Tuesday, January 12, 2010

Three Blind Mice ***1/2

Director: Matthew Newton
Cast: Ewen Leslie, Toby Schmitz, Matthew Newton
Gracie Otto, Barry Otto, Heather Mitchell, Pia Miranda
Jacki Weaver, Charles 'Bud' Tingwell, Alex Dimitriades

It's been more than sixty years since Gene Kelly and Frank Sinatra played jolly sailors on leave in "Anchors Aweigh" and "On the Town". While their kind of sailor sang a song to score a date and wore a smile as they got back on their ship, the Australian navy officers in "Three Blind Mice" are far from that.
Perhaps, they too grew up watching those musicals and romanticized the idea of being a sailor which is why on their last night of leave on Sydney they plan to have the time of their lives.
We all know how it goes, they drink, they relief their six months of blue balls, they party and then go back to the ship.
Dean (Schmitz) is eager to see his fiancé Sally (Miranda) and have dinner with her parents (Otto and Mitchell). Loud mouthed Harry (Newton) wants to get it on with a "skanky" hooker and get his buddies into as much trouble as he can.
Sam (Leslie) on the other side, is contemplating going AWOL after being brutally tortured by higher rank officers.
The three friends will have a life defining night that results surprising because the movie doesn't just feel like one of those movies with "life defining nights".
The cultural background might have something to do with that, because it usually results more affecting to listen to non-Americans talk about their involvement in the Afghan invasion because unlike the USA's direct link, other countries' participation gives way to more political and ethical dilemmas.
It could also be out of the distinctive personalities Newton (who also wrote the screenplay) gives every character. Even a prostitute gets to deliver a hilarious, profound line in this movie.
But Newton's best work is with the three main characters.
Dean becomes someone trying to collect a debt out of life. Schmitz plays him with enough contempt to make us both like and feel bad for him.
Watching him try to behave with his future in-laws reveals someone absolutely lost, when we learn he's carrying something akin to a secret, his character reveals unexpected layers.
Sam has to endure the fact that he might never live up to what his mom (Weaver) expects him to be. On his night out he meets Emma (Otto) an outgoing waitress moved by his lack of confidence.
Otto and Leslie's chemistry is a joy to watch. They share a conversation that on lesser hands would've come out as painfully unnatural. With Sam, the movie asks about the navy's policies and how much is too much when enforcing the law.
It shouldn't be too much of a surprise that Newton saved the film's best character for himself. With the strange charm, and looks, of a less obnoxious and more attractive Ricky Gervais, the blond actor/writer/director establishes himself as the film's presence.
It really doesn't take much for you to figure out that this young man's involvement went beyond what we see onscreen as he's the one who moves and talks with absolute naturality, even in moments where he should be invisible.
His crassness and loudness are obvious signs of someone putting up a show to conceal something. That we never learn exactly what it is yet are enthralled by this man is just one of the many things the movie gets so right in the weirdest of ways.
The energy Newton injects into it sometimes recall an all male version of "Sex and the City"-complete with jazzy score and walks through the park at night-but within the enjoyable nature of the film there lies a profound examination of male codes of conduct and an ending that might just go and break your heart.

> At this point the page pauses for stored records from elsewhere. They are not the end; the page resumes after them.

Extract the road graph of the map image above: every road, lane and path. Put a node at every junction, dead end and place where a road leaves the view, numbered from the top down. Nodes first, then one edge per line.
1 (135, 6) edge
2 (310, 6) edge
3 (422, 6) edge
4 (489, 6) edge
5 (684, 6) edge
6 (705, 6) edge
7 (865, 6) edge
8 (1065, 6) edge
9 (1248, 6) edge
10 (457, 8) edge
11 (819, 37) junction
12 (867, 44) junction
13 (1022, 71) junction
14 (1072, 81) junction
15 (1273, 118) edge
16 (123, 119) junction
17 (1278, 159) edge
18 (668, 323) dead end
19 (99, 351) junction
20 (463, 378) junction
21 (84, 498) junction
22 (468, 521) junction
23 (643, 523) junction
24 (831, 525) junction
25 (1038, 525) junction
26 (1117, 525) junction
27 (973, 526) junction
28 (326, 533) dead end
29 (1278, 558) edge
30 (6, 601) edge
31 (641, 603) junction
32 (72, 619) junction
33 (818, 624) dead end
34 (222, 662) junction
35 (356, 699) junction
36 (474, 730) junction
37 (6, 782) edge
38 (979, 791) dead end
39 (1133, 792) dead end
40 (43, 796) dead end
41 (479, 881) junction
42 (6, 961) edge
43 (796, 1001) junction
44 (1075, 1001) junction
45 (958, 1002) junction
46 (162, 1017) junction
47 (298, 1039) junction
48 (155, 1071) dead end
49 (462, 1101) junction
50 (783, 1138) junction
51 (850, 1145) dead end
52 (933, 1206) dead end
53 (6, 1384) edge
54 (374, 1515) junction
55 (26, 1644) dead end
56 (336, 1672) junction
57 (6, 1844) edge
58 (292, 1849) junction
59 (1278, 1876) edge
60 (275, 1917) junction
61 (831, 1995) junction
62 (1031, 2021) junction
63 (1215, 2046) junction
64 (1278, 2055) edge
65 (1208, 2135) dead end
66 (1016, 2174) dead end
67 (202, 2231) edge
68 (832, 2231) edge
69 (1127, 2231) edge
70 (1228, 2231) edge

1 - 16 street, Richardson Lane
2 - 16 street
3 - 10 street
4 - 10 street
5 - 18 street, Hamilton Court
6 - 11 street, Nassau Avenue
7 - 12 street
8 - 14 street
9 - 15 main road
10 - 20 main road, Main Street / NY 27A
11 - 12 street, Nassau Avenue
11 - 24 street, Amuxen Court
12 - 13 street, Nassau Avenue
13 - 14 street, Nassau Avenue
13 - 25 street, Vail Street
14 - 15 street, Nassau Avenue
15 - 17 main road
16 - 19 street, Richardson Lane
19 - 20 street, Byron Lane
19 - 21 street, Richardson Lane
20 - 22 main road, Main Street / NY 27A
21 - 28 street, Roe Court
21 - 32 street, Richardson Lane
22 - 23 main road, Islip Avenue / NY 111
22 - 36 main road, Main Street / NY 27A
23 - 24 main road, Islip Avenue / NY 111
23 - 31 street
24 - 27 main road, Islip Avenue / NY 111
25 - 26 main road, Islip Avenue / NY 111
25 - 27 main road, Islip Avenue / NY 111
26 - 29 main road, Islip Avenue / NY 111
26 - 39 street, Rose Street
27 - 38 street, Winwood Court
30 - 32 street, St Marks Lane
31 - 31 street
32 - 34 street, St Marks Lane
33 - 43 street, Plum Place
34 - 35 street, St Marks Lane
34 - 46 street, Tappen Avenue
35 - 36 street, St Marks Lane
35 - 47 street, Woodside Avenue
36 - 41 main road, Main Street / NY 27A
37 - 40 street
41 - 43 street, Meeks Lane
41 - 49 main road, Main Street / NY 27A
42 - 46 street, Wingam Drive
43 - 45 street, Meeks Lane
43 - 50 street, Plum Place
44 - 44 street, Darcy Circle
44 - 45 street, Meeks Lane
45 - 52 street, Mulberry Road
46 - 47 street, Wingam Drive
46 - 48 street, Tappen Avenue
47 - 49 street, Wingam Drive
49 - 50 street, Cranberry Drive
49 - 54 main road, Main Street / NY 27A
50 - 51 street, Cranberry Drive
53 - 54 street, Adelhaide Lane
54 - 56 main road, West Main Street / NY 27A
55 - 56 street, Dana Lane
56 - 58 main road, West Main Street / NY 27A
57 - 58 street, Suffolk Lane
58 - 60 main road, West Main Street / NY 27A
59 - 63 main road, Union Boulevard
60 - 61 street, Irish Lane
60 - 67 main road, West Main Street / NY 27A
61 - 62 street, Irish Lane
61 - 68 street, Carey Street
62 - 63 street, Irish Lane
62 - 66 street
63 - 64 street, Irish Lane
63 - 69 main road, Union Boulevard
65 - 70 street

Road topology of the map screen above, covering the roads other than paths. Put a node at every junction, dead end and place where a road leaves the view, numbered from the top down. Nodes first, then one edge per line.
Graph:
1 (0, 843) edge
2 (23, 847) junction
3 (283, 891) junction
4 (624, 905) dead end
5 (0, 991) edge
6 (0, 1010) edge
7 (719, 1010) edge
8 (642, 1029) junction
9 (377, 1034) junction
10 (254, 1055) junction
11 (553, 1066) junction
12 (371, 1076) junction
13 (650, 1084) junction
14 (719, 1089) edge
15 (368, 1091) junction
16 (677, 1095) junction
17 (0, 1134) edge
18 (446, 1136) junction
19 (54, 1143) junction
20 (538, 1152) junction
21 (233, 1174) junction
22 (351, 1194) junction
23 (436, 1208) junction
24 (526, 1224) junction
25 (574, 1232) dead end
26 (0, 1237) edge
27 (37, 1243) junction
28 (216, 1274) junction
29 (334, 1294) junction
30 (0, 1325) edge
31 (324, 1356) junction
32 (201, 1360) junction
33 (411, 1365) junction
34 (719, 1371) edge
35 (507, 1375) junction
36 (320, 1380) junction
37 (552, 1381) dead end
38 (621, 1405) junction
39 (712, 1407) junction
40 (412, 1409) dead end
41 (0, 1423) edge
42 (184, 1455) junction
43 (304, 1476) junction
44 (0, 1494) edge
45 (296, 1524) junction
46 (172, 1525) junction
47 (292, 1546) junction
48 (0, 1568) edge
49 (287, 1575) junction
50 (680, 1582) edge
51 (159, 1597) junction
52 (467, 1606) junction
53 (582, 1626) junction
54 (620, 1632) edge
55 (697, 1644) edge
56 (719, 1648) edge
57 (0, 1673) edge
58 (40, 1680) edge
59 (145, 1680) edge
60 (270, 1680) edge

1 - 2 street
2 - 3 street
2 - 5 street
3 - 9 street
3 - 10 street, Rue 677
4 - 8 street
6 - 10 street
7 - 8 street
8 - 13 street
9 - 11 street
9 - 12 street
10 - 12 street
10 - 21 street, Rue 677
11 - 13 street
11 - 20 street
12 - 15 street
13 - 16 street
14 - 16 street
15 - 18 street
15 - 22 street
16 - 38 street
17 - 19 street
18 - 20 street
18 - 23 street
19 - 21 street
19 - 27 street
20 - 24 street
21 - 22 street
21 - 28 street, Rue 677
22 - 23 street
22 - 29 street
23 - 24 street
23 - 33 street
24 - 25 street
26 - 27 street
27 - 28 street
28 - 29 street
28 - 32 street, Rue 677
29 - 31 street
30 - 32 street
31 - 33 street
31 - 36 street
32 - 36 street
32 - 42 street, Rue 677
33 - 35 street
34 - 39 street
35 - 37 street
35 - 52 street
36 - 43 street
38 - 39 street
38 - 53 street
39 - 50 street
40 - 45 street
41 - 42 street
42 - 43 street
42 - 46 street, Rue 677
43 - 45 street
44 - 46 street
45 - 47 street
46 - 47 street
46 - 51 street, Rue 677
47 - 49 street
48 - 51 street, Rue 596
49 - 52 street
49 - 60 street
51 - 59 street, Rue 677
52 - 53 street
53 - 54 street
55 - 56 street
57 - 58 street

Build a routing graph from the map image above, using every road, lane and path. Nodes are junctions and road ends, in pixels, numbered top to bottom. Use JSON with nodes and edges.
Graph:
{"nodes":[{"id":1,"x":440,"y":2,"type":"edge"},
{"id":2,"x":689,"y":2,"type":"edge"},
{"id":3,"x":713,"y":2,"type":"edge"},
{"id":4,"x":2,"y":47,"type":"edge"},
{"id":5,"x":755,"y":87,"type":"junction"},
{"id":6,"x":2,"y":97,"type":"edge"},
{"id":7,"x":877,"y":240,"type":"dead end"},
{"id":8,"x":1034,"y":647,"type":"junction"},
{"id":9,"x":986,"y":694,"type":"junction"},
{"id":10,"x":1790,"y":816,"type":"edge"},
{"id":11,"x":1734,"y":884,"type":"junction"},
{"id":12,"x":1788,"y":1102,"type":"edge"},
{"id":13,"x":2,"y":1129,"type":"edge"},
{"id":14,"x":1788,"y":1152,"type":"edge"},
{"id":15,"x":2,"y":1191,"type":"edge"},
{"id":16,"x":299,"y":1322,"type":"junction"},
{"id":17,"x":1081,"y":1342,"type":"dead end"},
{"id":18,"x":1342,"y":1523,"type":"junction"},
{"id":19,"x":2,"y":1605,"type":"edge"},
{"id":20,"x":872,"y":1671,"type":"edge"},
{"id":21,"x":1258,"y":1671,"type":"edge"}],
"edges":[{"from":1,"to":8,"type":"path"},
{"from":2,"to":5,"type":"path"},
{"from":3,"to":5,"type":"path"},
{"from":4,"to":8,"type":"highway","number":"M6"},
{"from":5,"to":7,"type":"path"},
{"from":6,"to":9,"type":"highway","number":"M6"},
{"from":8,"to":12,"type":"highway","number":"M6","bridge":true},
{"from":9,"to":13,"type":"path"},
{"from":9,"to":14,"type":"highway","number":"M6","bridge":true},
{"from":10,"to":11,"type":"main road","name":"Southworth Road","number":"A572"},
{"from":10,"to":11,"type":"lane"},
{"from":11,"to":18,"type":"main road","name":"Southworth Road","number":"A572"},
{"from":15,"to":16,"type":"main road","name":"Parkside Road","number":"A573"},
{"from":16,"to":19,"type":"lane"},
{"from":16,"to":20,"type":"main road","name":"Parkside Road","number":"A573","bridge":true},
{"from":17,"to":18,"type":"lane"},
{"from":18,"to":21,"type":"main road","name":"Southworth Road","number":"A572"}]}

Andrew: Encore Entertainment said...

I'm still deciding on a grade for this. You're spot on about Newton's character. When he looks in the mirror that final time I'm wondering what's he hiding

Jose said...

It's an odd movie to grade that's for sure because it works in some unlikely ways and then goes and messes up things that should function better.
It's a great movie that more people should be watching though.